Gossipper profiler analysis (pprof)¶

Date: 2026-03-16
Profiles: CPU, Heap (alloc_space)
Workload: UAC 500 calls, ~44 cps, UAS at 127.0.0.1:35060

Update (2026-03-16): chan *sip.Message + use-after-free fix¶

Transport channel refactoring¶

Completed migration from chan sip.Message to chan *sip.Message with pool usage:

mailboxRegistry.mailboxes: map[string]chan *sip.Message
dispatch / dispatchMessages / dispatchMessagePtr — operate on *sip.Message
serverUDPSession.inbox, udpServerInbound.msg — chan *sip.Message
receive in executeCall — returns (*sip.Message, error)
runClientSharedTCP / runClientSharedTLS — "inbox-first" receive

Use-after-free fix (waitForMatch)¶

Bug: with optional recv (<recv response="180" optional="true"/>) on mismatch: 1. stash(msg, fromPending=false) added msg to pending 2. Then sip.PutMessage(msg) returned it to the pool 3. pending held a "dead" pointer → next recv read garbage

Fix (engine.go, waitForMatch):

if cmd.Optional {
    // Free only if stash did NOT take ownership
    if stash == nil || fromPending {
        sip.PutMessage(msg)
    }
    return nil, errOptionalRecvMismatch
}

This fixed three failing tests: TestEngineRunsTCPScenario, TestEngineRunsTLSScenario, TestEngineOptionalRecvShortCircuitsOnUnexpected.

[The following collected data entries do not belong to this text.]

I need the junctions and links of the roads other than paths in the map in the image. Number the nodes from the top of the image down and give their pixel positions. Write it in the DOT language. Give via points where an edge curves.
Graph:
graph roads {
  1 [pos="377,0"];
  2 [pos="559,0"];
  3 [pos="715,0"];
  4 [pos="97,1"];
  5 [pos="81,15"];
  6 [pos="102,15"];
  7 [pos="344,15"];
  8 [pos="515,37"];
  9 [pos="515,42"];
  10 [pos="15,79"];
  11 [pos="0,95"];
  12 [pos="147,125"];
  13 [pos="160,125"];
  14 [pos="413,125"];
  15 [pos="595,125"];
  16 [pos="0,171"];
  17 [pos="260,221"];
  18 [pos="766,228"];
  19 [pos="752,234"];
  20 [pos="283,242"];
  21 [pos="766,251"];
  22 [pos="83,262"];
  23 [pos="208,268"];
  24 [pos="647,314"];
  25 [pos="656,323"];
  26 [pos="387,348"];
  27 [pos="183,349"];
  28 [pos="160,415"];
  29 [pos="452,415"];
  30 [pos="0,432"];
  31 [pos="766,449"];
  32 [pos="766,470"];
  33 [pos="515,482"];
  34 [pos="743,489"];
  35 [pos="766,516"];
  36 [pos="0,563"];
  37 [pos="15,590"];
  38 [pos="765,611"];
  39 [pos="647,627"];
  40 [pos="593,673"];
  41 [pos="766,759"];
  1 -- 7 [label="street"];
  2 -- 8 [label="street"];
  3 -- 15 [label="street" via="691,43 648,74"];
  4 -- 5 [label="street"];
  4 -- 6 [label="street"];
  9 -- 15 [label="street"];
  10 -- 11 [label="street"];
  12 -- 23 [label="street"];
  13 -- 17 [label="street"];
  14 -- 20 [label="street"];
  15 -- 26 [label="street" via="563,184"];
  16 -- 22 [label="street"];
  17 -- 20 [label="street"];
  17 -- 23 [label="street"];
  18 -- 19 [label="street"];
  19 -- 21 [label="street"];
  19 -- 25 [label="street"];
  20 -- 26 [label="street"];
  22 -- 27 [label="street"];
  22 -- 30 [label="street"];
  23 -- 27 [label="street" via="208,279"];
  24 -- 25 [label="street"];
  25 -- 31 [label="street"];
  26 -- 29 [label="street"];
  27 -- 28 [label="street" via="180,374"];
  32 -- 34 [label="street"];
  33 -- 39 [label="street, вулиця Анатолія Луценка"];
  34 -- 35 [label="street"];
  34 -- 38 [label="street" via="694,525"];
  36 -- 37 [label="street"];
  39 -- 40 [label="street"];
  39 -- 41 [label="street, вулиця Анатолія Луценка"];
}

Benchmarks (Intel Core Ultra 9 185H, 22 threads)¶

File: internal/sip/message_test.go

Sequential run¶

Benchmark	ns/op	B/op	allocs/op
`OldDispatchPath` (Parse + Copy)	1328	1696	21
`NewUDPDispatchPath` (ParseInto + pool)	1045	1585	14
`NewDispatchPath` (Parse + CopyInto, TCP)	1355	1697	21
`CopyInto` standalone	301	112	7

UDP path: −21% latency, −7 allocs/op, −111 B/op (intermediate Copy() removed)

Parallel run (GOMAXPROCS=22)¶

Benchmark	ns/op	B/op	allocs/op
`OldDispatchParallel`	580	1696	21
`NewUDPDispatchParallel`	530	1585	14

−8.6% latency under load (bottleneck is string operations in parser, not struct allocation)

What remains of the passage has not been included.